The second line of the blessing:

Num 6:25 The LORD make his face shine upon thee, and be gracious unto thee:

The LORD’s shining face is His pleasure. Messiah is the fulfillment of the grace of God.

Ro 3:24 being justified freely by His grace through the redemption that is in Christ Jesus; (MKJV)

We are saved through the grace of the LORD as it says in Acts 15:11. He freely bestows on us according to the riches of His Grace, Ephesians 1:6-8.

The third line of the blessing:

26 The LORD lift up his countenance upon thee, and give thee peace.

When the LORD lifts up His countenance, He is smiling on us and it is through Messiah that God’s peace is on us as Yashua told His disciples in the Gospel of John:

John 14:27 Peace I leave with you, My peace I give to you. Not as the world gives do I give to you. Let not your heart be troubled, neither let it be afraid. (MKJV)

In the days of the Temple, the priesthood gave this blessing twice a day, in the morning and evening. In the synagogues today the cantor calls the priests, the sons of Aaron, to come to the front of the assembled congregation and give the blessing. Today, as in temple times, the priest giving the blessing will lift their hands and form the shape of the ancient Hebrew letter Shin with their fingers. It is in a shape like that of a modern “W”. The priest will make this shape to fulfill the commandment as stated in Numbers 6:27

27 And they shall put my name upon the children of Israel; and I will bless them. (KJV)

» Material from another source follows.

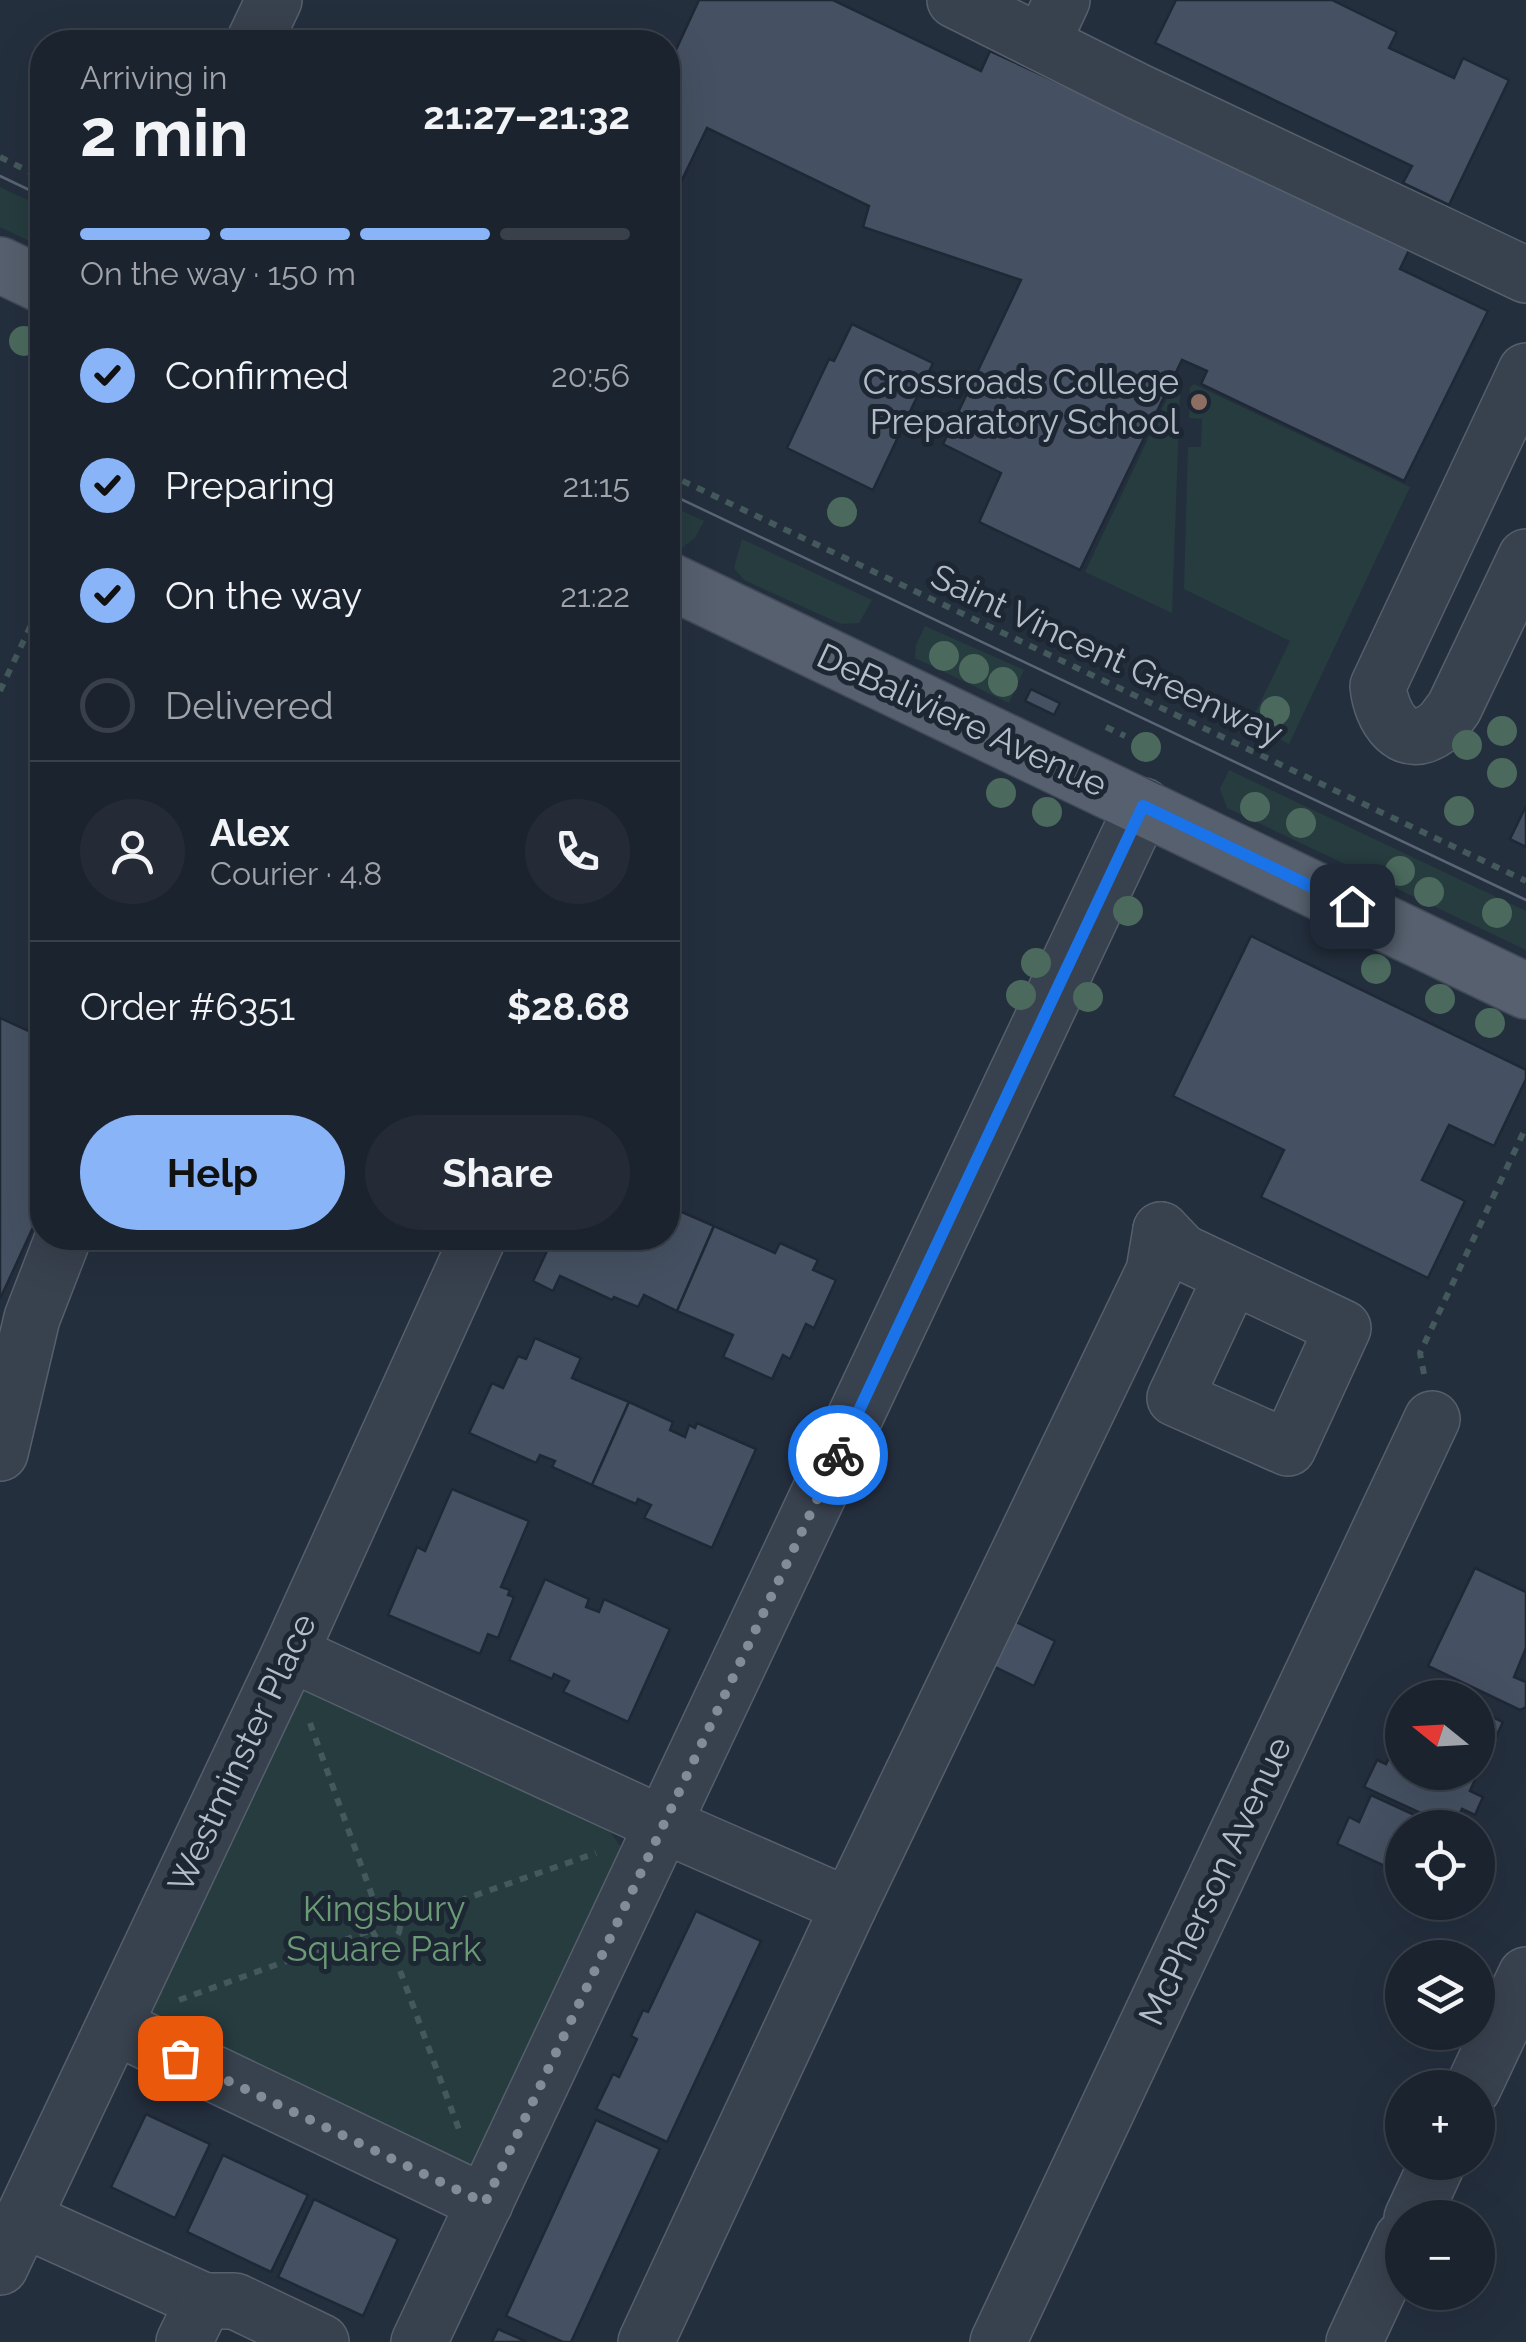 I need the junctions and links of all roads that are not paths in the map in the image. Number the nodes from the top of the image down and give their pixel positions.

In this blessing the best comes last: “May the LORD grant us peace”. Most of us know at least one Hebrew word and that would be the word for “peace”, Shalom. Shalom is a complex word that implies a great deal more than the lack of conflict or war. It is word that implies action. In the Hebrew it is spelled with a Shin, a Lamed, a Vav, and a Mem. When you look at the meaning of the individual letters you see that Shalom means to “Destroy the authority of chaos”. We can be “peacemakers” when we resolve to destroy the authority of chaos in our relationships with each other, with family, neighbors and other authorities, and mostly with our relationship with God. We must remember that this authorityto destroy the chaos comes from God and not through our own devices. In the Aaronic Benediction, God smiles on us and grants us His peace, His “shalom”, the “peace of God which passeth all understanding”. Phil 4:7.